## GOAL OF THE EXERCISE
Check each line of the material below for "other" and copy those where it appears.

## INPUT MATERIAL

=======

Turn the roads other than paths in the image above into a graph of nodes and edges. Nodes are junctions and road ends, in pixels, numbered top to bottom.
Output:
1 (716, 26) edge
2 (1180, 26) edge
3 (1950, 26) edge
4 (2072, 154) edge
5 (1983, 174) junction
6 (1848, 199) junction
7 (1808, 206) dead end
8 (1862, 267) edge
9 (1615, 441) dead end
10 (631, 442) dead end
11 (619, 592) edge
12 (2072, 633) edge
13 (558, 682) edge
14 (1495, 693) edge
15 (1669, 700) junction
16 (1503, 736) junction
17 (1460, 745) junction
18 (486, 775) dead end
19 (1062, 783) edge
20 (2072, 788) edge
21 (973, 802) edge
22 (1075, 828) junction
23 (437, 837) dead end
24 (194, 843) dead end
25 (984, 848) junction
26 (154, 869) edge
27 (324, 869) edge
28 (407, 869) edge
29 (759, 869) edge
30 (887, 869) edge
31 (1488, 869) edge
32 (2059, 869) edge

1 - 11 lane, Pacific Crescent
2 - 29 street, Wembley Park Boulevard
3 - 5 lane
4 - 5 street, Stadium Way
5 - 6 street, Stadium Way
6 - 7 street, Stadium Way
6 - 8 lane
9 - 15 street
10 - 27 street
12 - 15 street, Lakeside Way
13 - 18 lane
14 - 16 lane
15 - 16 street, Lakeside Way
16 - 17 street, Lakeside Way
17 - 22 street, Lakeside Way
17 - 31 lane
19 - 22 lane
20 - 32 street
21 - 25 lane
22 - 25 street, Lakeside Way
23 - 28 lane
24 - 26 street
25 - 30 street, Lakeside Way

=======

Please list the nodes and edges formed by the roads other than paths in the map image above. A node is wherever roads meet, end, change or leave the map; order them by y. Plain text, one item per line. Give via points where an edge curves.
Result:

=======

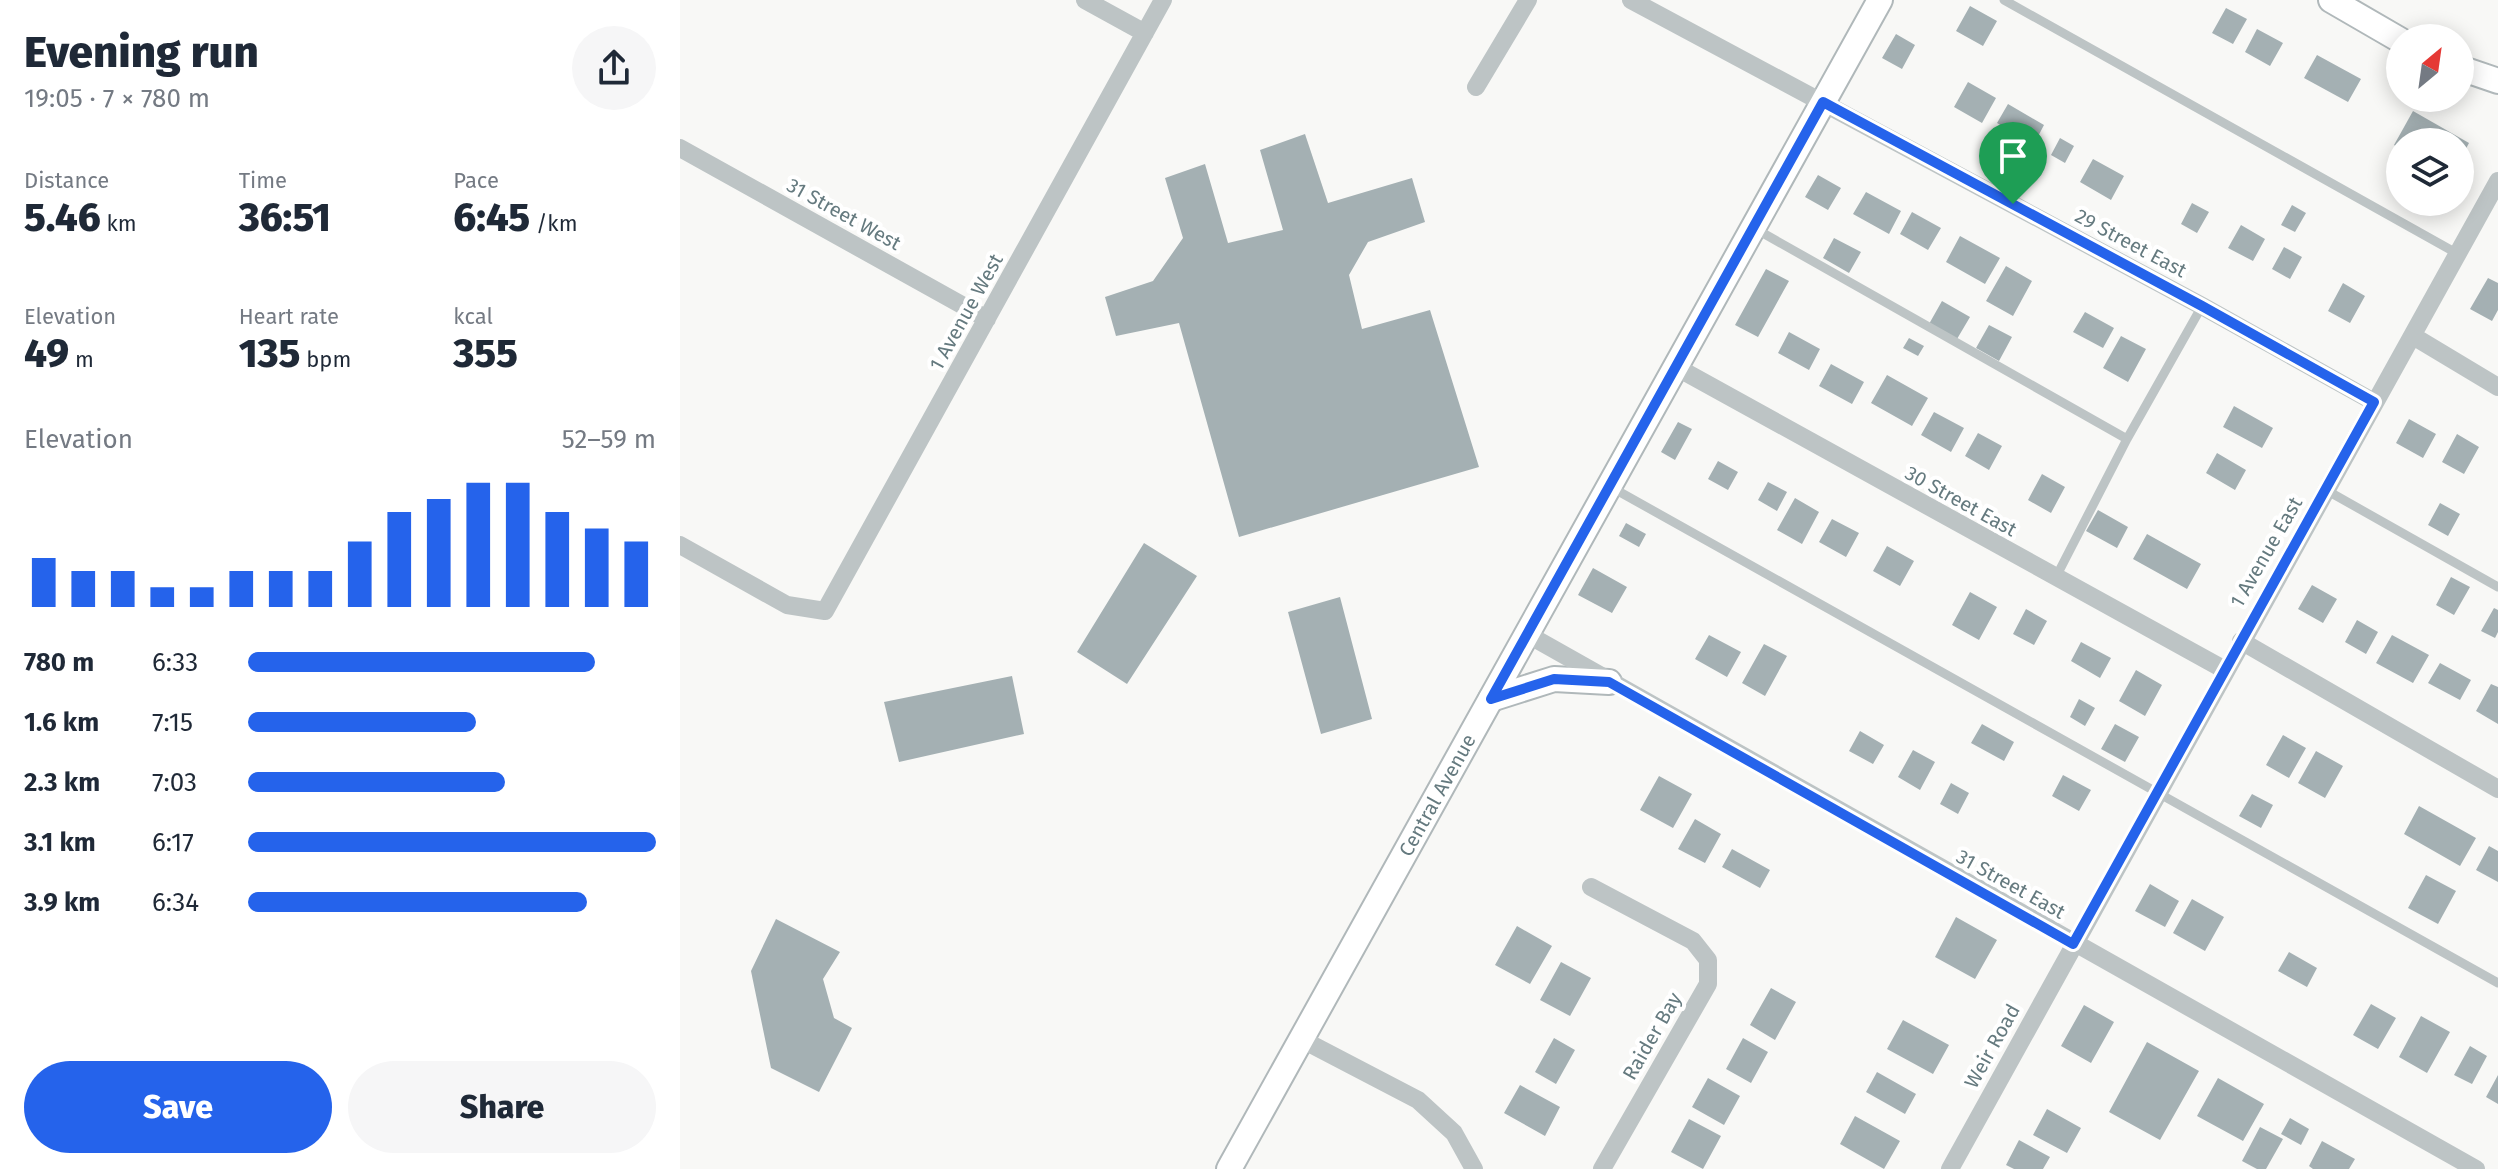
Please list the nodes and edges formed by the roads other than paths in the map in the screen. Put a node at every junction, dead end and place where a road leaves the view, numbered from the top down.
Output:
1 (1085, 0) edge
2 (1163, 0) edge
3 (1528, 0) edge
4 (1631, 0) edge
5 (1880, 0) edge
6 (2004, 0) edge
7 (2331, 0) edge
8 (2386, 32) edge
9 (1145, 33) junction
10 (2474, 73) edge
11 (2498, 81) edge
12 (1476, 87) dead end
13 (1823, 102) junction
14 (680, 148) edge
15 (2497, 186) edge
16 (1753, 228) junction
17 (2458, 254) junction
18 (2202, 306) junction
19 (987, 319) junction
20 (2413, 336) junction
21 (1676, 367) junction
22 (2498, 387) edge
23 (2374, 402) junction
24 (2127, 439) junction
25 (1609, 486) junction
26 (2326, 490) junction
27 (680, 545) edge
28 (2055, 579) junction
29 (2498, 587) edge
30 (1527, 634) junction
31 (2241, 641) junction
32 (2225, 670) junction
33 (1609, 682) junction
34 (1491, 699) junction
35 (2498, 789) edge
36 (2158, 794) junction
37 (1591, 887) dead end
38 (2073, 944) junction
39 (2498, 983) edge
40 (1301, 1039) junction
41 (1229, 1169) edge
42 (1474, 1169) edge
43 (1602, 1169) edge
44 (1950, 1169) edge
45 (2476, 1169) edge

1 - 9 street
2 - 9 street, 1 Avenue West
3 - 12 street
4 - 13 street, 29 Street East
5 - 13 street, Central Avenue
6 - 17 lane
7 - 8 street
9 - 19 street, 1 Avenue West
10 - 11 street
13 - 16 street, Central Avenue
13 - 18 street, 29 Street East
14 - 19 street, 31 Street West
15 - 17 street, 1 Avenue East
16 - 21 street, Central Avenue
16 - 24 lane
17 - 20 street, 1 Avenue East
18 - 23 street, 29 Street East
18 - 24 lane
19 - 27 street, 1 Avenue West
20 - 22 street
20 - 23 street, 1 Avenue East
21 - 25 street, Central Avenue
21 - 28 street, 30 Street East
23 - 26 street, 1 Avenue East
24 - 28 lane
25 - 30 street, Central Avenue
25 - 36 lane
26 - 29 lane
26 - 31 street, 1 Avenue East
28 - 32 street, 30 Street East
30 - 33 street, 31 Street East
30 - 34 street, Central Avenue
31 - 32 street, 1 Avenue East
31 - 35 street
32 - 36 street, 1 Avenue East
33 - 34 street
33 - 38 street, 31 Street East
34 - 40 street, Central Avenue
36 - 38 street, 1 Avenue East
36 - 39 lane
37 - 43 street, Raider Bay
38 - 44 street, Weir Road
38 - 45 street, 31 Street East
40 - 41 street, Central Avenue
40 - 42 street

=======

## OUTPUT FOR THIS TASK
Turn the roads other than paths in the image above into a graph of nodes and edges. Nodes are junctions and road ends, in pixels, numbered top to bottom.
Please list the nodes and edges formed by the roads other than paths in the map image above. A node is wherever roads meet, end, change or leave the map; order them by y. Plain text, one item per line. Give via points where an edge curves.
Please list the nodes and edges formed by the roads other than paths in the map in the screen. Put a node at every junction, dead end and place where a road leaves the view, numbered from the top down.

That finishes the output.